Collected data entries
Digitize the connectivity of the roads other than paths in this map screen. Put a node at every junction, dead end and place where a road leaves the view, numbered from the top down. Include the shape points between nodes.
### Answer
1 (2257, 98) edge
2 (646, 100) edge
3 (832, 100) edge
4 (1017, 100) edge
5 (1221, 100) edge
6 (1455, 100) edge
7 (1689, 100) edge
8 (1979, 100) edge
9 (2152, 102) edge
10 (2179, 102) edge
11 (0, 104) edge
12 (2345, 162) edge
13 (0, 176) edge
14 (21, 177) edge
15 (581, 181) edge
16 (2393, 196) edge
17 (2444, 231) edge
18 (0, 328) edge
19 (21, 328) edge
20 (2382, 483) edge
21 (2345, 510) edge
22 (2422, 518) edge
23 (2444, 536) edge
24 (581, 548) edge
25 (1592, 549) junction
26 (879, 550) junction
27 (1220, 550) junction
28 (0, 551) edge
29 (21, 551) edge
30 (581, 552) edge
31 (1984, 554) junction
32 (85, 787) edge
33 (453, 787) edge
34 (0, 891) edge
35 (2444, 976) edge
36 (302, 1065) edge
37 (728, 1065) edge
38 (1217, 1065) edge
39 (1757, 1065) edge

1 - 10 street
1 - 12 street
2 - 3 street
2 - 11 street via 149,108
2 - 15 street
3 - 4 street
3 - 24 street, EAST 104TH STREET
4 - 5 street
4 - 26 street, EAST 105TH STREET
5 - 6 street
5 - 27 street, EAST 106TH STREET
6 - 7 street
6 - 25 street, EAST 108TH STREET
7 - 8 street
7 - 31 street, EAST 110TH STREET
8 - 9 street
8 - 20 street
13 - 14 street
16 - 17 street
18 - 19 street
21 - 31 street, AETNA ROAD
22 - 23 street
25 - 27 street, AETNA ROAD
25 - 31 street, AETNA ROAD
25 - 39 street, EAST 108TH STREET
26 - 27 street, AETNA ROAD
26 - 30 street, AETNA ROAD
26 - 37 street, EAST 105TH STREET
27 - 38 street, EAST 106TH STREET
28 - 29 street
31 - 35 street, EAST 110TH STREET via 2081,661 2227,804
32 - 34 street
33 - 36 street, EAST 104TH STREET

### PROBLEM DESCRIPTION
How many lines in the records contain the string "AETNA"? Give the number by itself.

### WRITTEN SOLUTION
5